Standing in the Mint's research and development lab in central Philadelphia, I look down at a brown piece of metal that is the size of a nickel, but about the color and weight of a penny. I am immediately thrown off by both its light feel and dark hue. There is no way anyone would ever think this is real, I keep thinking.
Since 2011, Mint officials in this lab have been looking into alternative metals for coins that could bring down the agency's growing production costs. After spending $8.1 million on research, scientists discovered six potential metal alloys for pennies, nickels, dimes, and quarters that could save the government between $30 and $40 million a year. The copper-plated zinc option for nickels that I have in my hand is just one of them. (Researchers here refer to it as the "nonsense nickel.")
But before any cost-saving alternatives are pursued, the Mint must figure out if Americans will reject a brown nickel -- or other cost-saving changes to U.S. coins -- just like I did. The government arm is embarking on an extensive coin usage study this year to find out how, when, and why in a digital age we still pay for things with coins, and if the size, color, and feel of them really matter.
"There could be a new metal that could work that would have transition costs, but it is really all about how people use their coins," Deputy Director Richard Peterson told me when we sat down for an interview. "What will people say when you feel what you felt [in that lab]? That's what we need to go and figure out."
The broad mission of the Mint is to facilitate commerce with trusted American coins. Changing the weight, color, or thickness of the coins we touch everyday could jeopardize the American people's confidence in coinage. That's partly why the Mint hasn't altered its currency significantly for nearly 50 years.
In 1965, rising silver prices forced the Mint to switch the nickel, dime, and quarter to a mostly copper composition. Today, the Mint is facing a similar dilemma with copper. The penny and the nickel have cost more to produce than their face value for eight years. In 2013, the Mint lost $105 million just producing those two coins.
The absurd cost of production has led some to conclude that the Mint should just stop producing these small forms of currency altogether. After all, the Royal Canadian Mint announced in 2012 that it would phase out its penny, saving taxpayers $11 million a year. But even in an age when more and more people pay for goods with plastic cards and smartphones, the demand for pennies and nickels is still growing. Last year, circulating coin production increased nearly 18%. About 62% of that production came from 6.6 billion pennies.

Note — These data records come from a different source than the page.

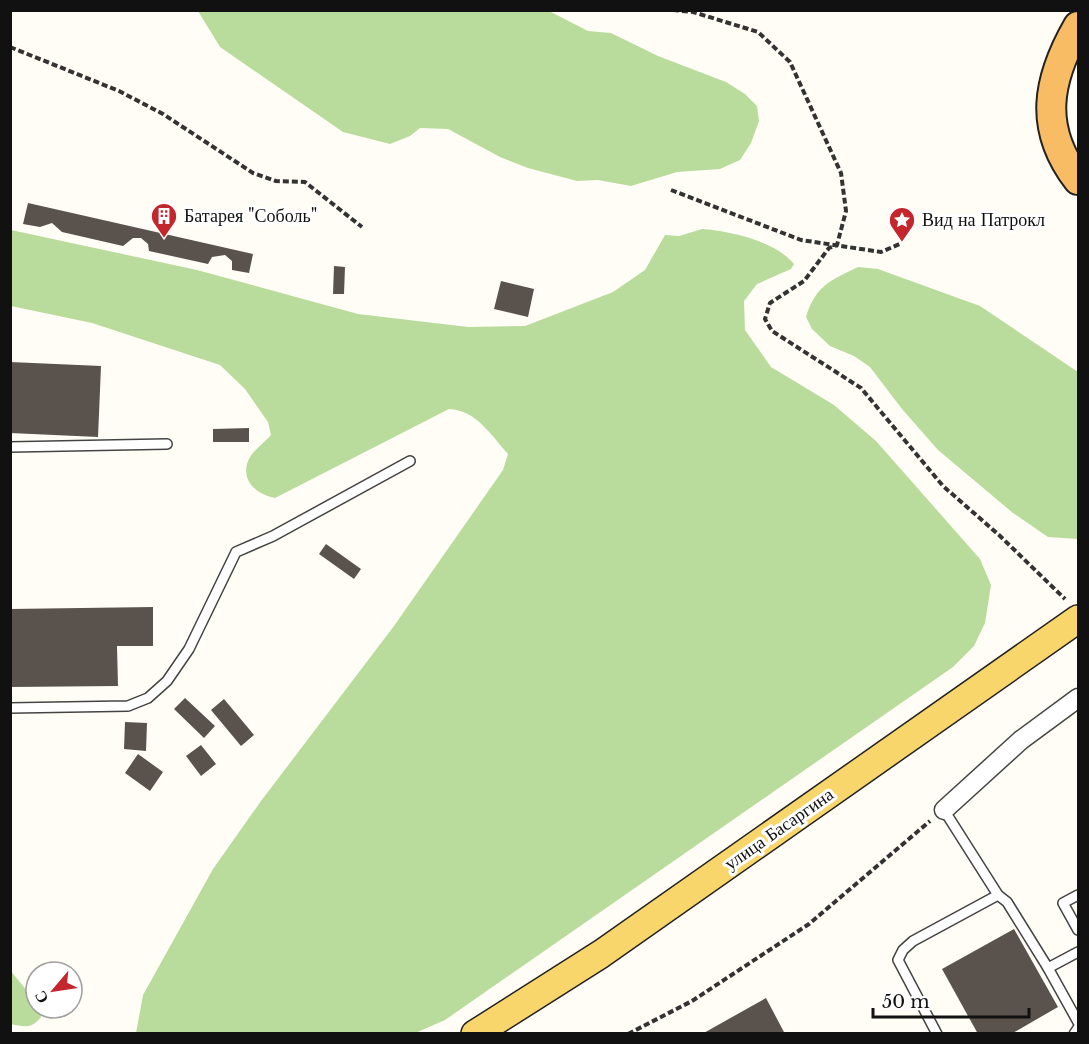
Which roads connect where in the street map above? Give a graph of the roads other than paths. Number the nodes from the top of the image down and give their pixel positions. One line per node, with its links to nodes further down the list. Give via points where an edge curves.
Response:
1 (1078, 22): 2 (highway, via 1050,102 1058,148)
2 (1078, 180)
3 (167, 444): 4 (lane)
4 (10, 447)
5 (410, 461): 8 (lane, via 273,537 236,552 189,649 167,681 148,698 128,706)
6 (1075, 612): 17 (main road, улица Басаргина, via 601,954)
7 (1078, 698): 9 (street, via 1012,747)
8 (10, 708)
9 (944, 810): 10 (lane)
10 (998, 895): 14 (lane, via 1007,902); 18 (lane, via 913,941 898,960)
11 (1078, 895): 12 (lane, via 1063,903)
12 (1078, 930)
13 (1078, 952): 14 (lane)
14 (1048, 968): 15 (lane)
15 (1078, 1022)
16 (1078, 1028): 19 (lane)
17 (475, 1034)
18 (937, 1034)
19 (1074, 1034)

As the economy expands, there are more transactions. More transactions always mean more small change, Peterson explained. Even in 2013, cash still accounts for at least 45% of all exchanges under $25. Although Peterson acknowledges that technologies like mobile wallets and Square are shaping the future of payment, he said he has to plan as if coins -- even pennies -- are going to be here for a long time.

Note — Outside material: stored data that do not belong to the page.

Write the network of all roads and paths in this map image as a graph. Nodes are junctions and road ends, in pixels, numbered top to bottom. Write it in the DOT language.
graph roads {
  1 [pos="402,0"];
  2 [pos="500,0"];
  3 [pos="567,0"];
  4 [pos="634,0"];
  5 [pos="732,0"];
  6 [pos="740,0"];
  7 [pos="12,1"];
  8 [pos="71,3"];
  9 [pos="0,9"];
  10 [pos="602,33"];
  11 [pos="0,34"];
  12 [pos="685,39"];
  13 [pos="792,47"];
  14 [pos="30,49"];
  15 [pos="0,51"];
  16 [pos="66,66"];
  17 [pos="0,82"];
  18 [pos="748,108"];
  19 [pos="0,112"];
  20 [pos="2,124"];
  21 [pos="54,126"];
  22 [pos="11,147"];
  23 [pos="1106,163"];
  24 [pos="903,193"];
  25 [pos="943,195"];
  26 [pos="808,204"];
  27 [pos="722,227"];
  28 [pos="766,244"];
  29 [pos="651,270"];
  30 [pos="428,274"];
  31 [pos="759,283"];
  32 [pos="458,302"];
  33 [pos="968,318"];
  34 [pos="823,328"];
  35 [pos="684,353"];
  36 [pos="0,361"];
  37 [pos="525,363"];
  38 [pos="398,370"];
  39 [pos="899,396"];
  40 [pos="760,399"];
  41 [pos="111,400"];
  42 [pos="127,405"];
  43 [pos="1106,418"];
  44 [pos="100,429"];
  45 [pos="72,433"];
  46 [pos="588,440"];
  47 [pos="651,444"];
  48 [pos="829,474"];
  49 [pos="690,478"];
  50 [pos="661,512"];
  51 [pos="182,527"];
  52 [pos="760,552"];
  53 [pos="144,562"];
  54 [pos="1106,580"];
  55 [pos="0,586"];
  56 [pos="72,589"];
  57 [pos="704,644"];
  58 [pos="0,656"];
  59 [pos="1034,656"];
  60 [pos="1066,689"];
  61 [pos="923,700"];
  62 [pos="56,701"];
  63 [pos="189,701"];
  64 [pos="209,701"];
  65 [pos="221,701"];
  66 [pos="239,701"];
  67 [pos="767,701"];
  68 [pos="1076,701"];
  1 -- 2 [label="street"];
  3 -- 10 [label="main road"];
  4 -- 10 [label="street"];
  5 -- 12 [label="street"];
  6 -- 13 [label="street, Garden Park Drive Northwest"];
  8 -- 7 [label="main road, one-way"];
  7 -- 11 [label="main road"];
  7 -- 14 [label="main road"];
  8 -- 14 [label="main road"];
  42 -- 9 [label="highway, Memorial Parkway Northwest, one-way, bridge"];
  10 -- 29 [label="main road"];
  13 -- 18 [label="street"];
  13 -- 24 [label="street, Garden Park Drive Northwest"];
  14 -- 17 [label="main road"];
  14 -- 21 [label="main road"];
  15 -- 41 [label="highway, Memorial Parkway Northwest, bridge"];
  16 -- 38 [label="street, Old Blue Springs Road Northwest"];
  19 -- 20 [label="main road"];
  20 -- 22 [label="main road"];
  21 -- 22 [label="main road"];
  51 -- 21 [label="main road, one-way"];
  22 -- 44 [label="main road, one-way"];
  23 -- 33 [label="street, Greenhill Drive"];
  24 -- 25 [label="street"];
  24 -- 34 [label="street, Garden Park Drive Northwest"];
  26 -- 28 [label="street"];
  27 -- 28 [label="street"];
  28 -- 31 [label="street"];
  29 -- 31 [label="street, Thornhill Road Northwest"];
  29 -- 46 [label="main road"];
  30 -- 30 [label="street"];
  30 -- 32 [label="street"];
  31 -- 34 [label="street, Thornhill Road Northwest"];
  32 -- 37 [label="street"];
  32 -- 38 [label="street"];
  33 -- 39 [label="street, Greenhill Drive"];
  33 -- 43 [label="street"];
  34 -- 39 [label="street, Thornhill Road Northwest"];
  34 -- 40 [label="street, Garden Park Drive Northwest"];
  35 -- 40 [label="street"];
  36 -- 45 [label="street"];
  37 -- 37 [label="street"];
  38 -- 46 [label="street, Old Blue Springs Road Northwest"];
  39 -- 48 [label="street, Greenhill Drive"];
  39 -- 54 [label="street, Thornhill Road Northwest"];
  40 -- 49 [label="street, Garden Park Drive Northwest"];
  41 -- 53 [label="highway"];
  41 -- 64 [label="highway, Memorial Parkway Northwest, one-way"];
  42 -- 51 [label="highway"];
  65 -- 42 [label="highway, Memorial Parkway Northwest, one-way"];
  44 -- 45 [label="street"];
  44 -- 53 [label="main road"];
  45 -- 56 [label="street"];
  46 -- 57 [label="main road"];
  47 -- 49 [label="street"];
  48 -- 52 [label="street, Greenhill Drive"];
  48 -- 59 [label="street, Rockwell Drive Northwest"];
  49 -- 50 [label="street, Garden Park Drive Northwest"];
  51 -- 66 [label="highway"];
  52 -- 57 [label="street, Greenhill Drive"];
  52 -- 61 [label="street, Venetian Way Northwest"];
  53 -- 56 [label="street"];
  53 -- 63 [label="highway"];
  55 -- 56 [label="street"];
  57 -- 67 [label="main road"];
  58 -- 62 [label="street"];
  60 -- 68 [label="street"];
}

"How we can [make coins] most cost effectively has become the real issue," he added.
The American public is not the only stakeholder wary of altering or eliminating U.S. coins. The $40-billion-a-year vending industry, which relies on coins as its principal form of payment, would also be heavily impacted by any changes at the Mint. By taking away the copper base of some coins, all coin accepting machines would have to be recalibrated to accept currency with a new metal signature.
The National Automatic Merchandising Association estimates it could cost as much as $3.5 billion to upgrade every piece of equipment. Even as payment technology advances, only about 7% of machines were equipped with cashless readers in 2012, said Eric Dell, NAMA senior vice president of government affairs.
"The majority of our members in the industry are small businesses," said Dell. "Whatever the financial impact is, it would be on small business, which are creating many of the jobs in the country."
This December, the Mint must outline in a report to Congress the progress of its research into alternative medals and perhaps make a recommendation about what should be done. The organization plans to work closely in 2014 with all coin-accepting industries as well as survey the American people. Ultimately, the Mint's recommendation will be dictated not necessarily by what plan will save the government the most money, but by what the American people and vending machine industry will most readily accept.
"I give the American public a lot of credit," Peterson said. "If we gave them a proper public relations campaign about what we are going to do and why we are going to do it, people will get on board and support the program."
Despite Peterson's optimism, I can't help but think about the bizarre brown nickel I held in my hand last week. Change is hard -- figuratively and literally. After 50 years of little modifications made to coinage, is America really ready to see a brown nickel? What about a smaller one -- or none at all? Based on my jarred reaction last week in the Mint's lab, Peterson and his colleagues have their work cut out for them.